The LTA charge can apply in either of two ways or a combination of both depending on how the excess benefits are taken. The charge is: 25 per cent of any income taken, and 55 per cent if taken as a lump sum.

Take another look at annuities

I mentioned earlier that only about one-in-10 DC pension holding retirees are currently buying annuities. Many advisers are still steering clients away from buying annuities post-pension freedoms, often because they think annuity rates are so poor. However, it is worth looking again.

Recent data from Moneyfacts shows the average annual annuity income rose by between 1.4 per cent and 4.8 per cent in the first half of 2018. So, it is up 14.6 per cent since the EU referendum vote back in June 2016 and now sits just 1.2 per cent lower than when freedoms came in the year before that.

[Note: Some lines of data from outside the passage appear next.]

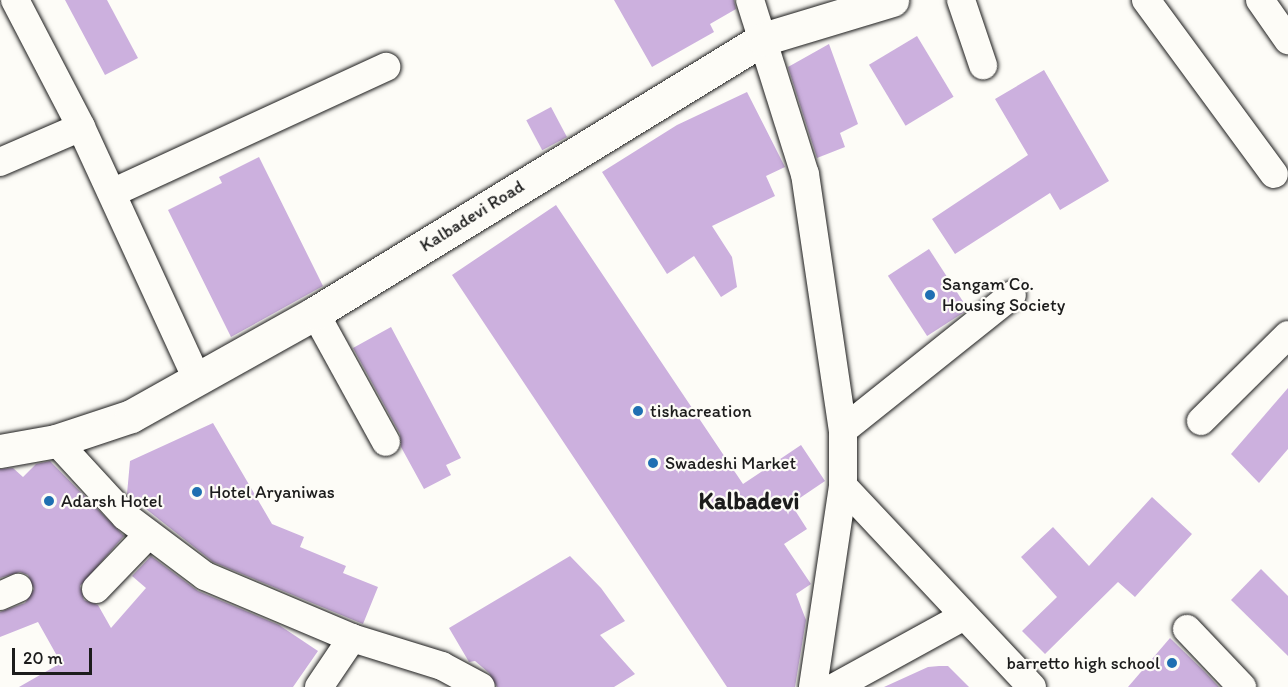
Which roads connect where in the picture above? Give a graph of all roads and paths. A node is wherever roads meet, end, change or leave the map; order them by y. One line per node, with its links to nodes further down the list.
1 (15, 0): 11 (street)
2 (750, 0): 7 (street)
3 (892, 0): 7 (main road, Kalbadevi Road)
4 (961, 0): 9 (street)
5 (1146, 0): 13 (street)
6 (1260, 0): 8 (street)
7 (763, 39): 16 (main road, Kalbadevi Road); 20 (street)
8 (1288, 40)
9 (983, 65)
10 (386, 67): 14 (street)
11 (81, 128): 12 (street); 14 (street)
12 (0, 162)
13 (1274, 174)
14 (112, 193): 18 (street)
15 (1012, 295): 20 (street)
16 (315, 313): 18 (main road, Kalbadevi Road); 22 (street)
17 (1288, 335): 19 (street)
18 (197, 379): 21 (main road, Kalbadevi Road)
19 (1201, 421)
20 (843, 429): 24 (street)
21 (56, 441): 23 (main road, Kalbadevi Road); 25 (street)
22 (386, 442)
23 (0, 451)
24 (843, 486): 27 (street); 33 (street)
25 (149, 534): 26 (street); 29 (street)
26 (96, 589)
27 (964, 616): 30 (street); 35 (street)
28 (1187, 629): 36 (street)
29 (352, 638): 31 (street); 32 (street)
30 (880, 677): 34 (street)
31 (319, 687)
32 (481, 687)
33 (813, 687)
34 (835, 687)
35 (1032, 687)
36 (1242, 687)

Not only have core rates began to bounce back up, but advisers need to consider that it is increasingly likely there will be two pension holders in many of your clients’ households. So, you can afford for at least one of a married couple’s pensions to be used to buy a single life annuity with no additional death benefits.

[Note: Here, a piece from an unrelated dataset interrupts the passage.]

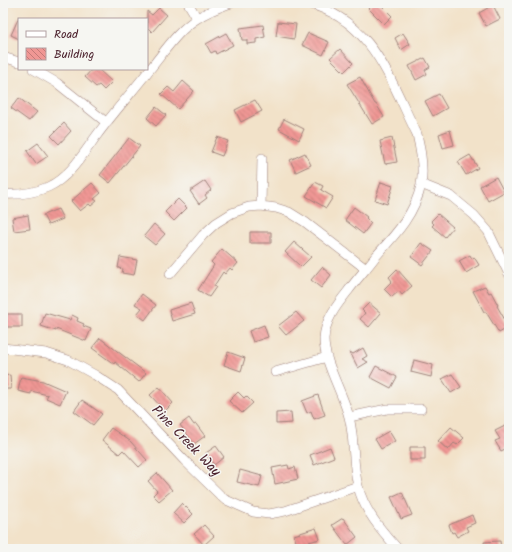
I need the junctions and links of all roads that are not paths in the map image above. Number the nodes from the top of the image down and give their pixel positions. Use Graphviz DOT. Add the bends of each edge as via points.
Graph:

And if you do not link the annuity to inflation either (historically people spend slightly less each year after the first three years of full retirement anyway) then the annuity being offered can start to look quite generous. 

I took a look at what the Money Advice Service’s annuity comparison tool offered for someone aged 66 at retirement, in moderate health and living in East London with £100,000 in retirement savings to spend on an annuity. It showed that even for those buying at state pension age, the annuity yields around 5.6 per cent.

It may be wise therefore to ensure that your clients are not right on the LTA threshold as they approach age 75.

Finally, it is increasingly likely that you will be looking after clients that are approaching their 75th birthday – 75 is not that old these days and some may only just have fully-retired by then. Pre-freedoms you used to have to buy your annuity before age 75.

Now there is a different kind of cliff-edge on that birthday, in the sense that on death before age 75 any pension benefits can be paid as a lump sum or as a drawdown pension to any beneficiary tax-free, irrespective of whether they derived from uncrystallised or crystallised monies. But on death after age 75, any benefits will be taxable.